Material provided:
────────

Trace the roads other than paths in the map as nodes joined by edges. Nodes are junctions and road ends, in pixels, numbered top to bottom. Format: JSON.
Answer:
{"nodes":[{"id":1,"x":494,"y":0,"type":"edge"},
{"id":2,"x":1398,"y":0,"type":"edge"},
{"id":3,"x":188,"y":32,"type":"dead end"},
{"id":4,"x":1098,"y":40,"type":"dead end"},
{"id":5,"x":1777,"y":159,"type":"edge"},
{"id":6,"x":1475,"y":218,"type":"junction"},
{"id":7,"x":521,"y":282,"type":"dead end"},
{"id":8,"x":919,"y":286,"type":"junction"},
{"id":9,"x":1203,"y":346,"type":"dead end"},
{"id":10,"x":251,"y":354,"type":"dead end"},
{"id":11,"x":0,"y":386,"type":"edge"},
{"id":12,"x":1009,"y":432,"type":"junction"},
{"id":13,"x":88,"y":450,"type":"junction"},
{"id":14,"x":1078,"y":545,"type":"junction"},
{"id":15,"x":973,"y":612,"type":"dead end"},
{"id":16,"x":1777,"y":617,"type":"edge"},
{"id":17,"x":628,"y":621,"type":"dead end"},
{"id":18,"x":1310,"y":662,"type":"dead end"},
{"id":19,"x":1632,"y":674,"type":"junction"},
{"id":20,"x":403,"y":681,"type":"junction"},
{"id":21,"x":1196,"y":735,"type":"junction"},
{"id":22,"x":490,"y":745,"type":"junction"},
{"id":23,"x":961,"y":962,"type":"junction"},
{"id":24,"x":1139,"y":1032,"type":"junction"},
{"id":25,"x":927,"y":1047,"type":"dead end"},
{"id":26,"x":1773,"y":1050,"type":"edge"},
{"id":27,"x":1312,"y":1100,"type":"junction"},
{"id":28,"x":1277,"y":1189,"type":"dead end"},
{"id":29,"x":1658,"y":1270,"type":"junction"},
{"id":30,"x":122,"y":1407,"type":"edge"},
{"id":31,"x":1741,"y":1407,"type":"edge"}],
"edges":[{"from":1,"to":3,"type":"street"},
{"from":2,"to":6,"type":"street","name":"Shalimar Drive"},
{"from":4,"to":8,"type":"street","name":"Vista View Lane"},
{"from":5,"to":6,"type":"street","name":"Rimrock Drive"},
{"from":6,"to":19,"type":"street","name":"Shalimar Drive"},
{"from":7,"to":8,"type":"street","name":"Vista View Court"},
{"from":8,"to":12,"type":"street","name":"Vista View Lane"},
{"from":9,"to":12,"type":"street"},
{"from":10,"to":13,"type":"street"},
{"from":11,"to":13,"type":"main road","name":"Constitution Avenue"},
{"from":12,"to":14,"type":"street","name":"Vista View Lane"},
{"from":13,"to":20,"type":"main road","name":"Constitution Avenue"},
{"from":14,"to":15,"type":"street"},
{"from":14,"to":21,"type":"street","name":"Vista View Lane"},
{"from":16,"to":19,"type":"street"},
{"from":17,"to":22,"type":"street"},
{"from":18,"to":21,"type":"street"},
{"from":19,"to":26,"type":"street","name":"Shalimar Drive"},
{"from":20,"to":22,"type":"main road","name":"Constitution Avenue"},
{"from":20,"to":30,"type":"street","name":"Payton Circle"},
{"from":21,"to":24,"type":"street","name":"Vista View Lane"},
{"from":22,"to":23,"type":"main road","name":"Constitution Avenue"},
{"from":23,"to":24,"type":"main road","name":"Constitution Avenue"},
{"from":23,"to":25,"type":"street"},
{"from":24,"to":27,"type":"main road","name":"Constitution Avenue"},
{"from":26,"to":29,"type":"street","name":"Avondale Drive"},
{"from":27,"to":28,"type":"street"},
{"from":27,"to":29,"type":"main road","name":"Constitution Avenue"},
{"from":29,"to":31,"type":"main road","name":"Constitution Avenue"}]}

────────

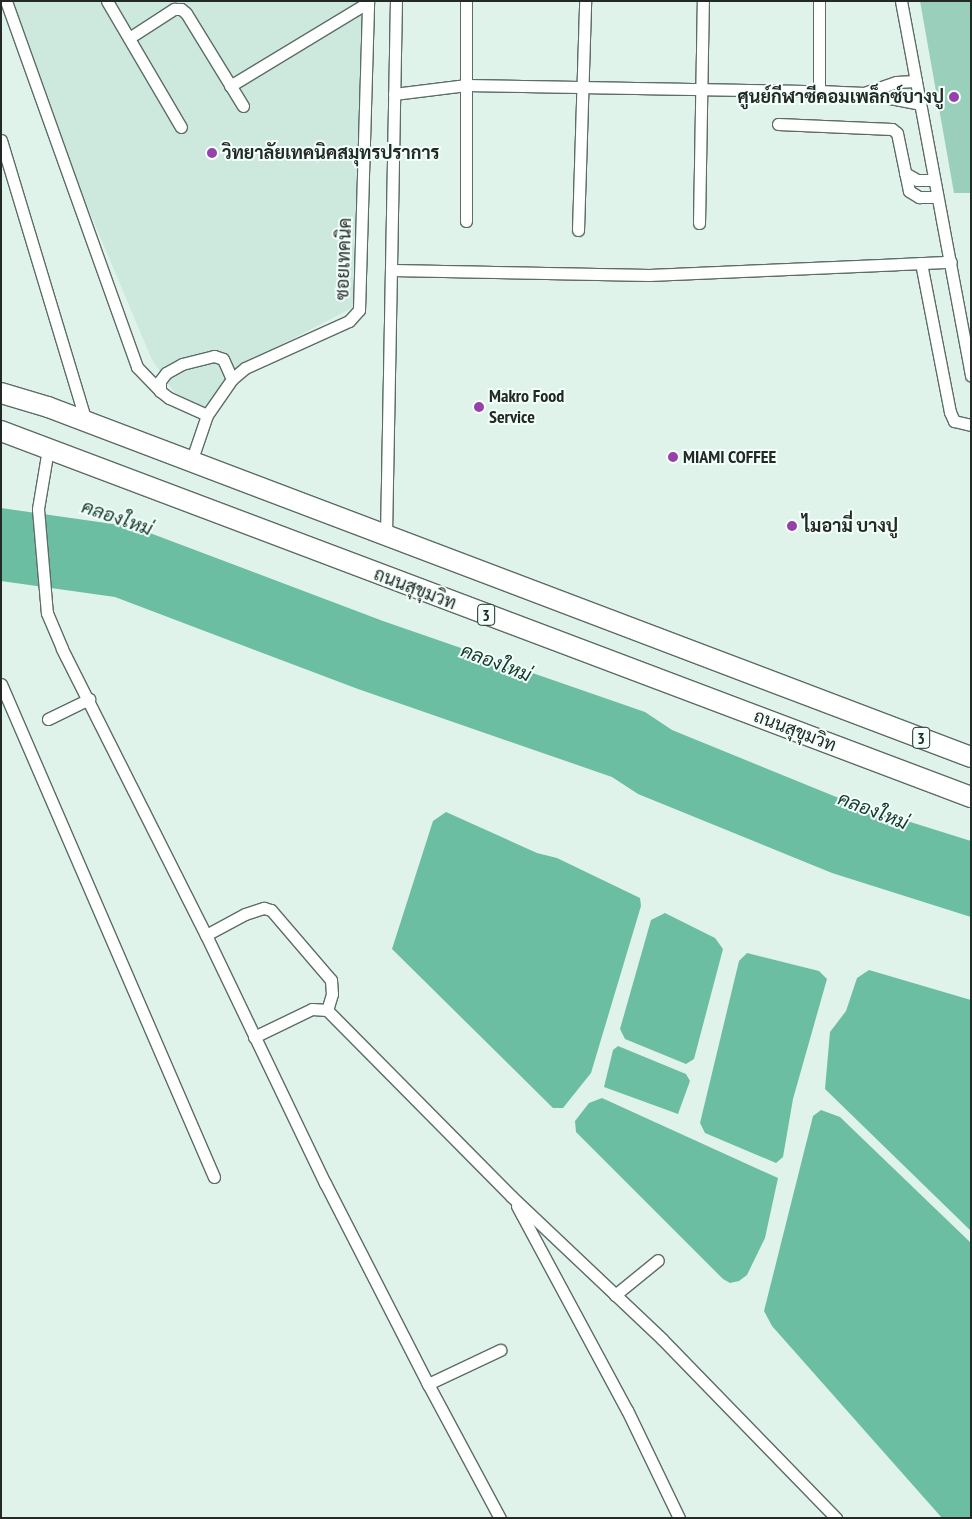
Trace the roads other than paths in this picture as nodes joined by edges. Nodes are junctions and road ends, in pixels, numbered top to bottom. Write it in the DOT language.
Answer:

────────

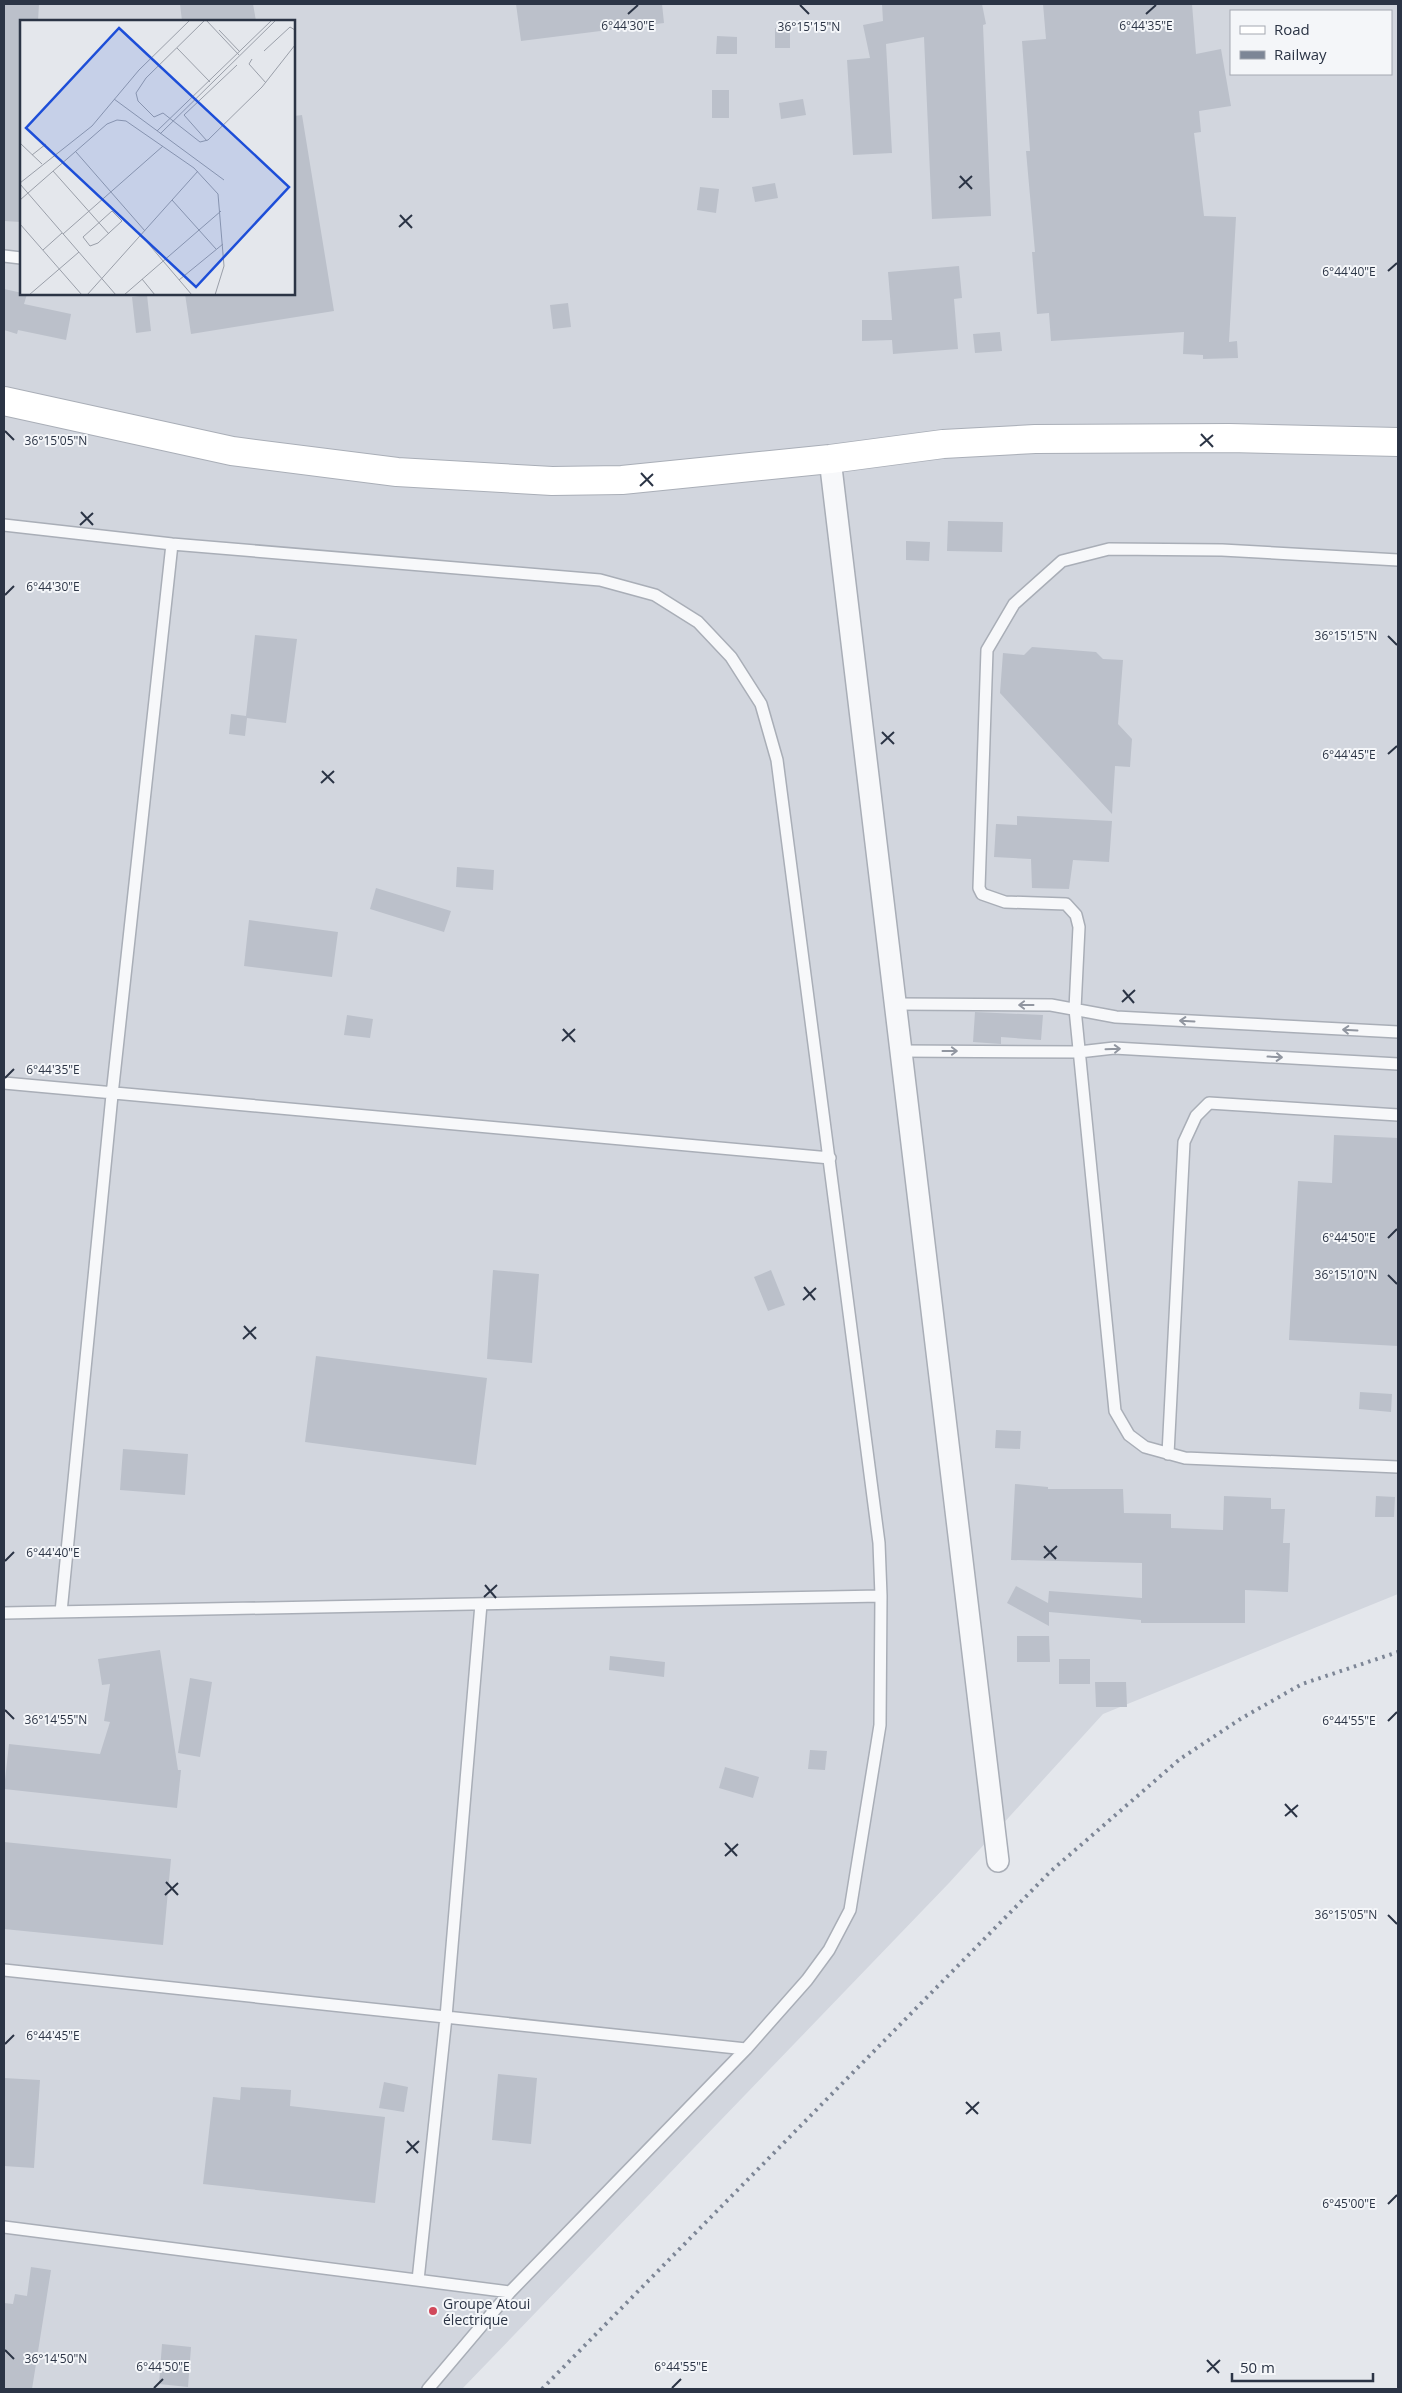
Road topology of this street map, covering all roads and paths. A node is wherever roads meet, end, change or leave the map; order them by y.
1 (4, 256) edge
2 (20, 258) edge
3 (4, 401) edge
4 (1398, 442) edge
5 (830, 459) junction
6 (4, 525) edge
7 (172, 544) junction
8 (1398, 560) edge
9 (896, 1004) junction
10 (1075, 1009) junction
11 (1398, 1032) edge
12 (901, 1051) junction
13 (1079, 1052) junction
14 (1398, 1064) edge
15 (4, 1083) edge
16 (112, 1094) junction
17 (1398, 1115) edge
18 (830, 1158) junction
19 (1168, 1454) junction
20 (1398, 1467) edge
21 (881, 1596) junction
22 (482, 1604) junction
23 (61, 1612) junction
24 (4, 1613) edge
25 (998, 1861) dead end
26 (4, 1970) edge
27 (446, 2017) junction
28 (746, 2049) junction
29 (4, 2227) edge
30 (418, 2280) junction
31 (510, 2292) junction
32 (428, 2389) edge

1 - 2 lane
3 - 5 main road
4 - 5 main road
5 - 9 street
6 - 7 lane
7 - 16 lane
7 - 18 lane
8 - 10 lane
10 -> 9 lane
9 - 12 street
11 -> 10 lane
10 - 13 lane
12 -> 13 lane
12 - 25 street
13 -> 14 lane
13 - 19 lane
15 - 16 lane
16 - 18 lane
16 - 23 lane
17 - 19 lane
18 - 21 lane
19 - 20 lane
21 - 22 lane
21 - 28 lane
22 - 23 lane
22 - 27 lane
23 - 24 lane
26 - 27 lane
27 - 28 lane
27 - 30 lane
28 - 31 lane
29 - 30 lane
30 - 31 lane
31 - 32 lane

────────

Aim of the task:
In the entries above, find each line with "ends" and list it.

Task answer:
Trace the roads other than paths in the map as nodes joined by edges. Nodes are junctions and road ends, in pixels, numbered top to bottom. Format: JSON.
Trace the roads other than paths in this picture as nodes joined by edges. Nodes are junctions and road ends, in pixels, numbered top to bottom. Write it in the DOT language.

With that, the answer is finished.